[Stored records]
· · ·

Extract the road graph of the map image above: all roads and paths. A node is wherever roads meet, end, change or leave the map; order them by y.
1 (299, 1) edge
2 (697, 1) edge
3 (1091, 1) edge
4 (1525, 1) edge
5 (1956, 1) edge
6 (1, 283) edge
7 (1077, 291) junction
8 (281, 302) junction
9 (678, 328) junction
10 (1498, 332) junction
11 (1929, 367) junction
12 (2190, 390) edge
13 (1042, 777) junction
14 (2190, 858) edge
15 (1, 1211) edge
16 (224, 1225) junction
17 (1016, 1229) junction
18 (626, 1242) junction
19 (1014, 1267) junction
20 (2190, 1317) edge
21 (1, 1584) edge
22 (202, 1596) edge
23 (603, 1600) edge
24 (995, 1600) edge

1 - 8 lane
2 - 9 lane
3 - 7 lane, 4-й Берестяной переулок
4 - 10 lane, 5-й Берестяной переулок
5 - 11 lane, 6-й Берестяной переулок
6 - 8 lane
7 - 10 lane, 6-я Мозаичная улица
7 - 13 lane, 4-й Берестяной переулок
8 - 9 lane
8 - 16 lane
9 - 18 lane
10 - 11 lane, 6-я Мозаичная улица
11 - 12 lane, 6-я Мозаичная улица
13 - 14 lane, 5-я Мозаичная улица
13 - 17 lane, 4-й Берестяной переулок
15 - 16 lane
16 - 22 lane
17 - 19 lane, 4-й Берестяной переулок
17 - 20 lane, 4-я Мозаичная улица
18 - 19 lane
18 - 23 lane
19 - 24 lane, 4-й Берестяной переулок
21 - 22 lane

· · ·

## WHAT TO PRODUCE
Lines from the entries that contain the string "Берестяной" must be found and copied.

## RESPONSE TO THE TASK
3 - 7 lane, 4-й Берестяной переулок
4 - 10 lane, 5-й Берестяной переулок
5 - 11 lane, 6-й Берестяной переулок
7 - 13 lane, 4-й Берестяной переулок
13 - 17 lane, 4-й Берестяной переулок
17 - 19 lane, 4-й Берестяной переулок
19 - 24 lane, 4-й Берестяной переулок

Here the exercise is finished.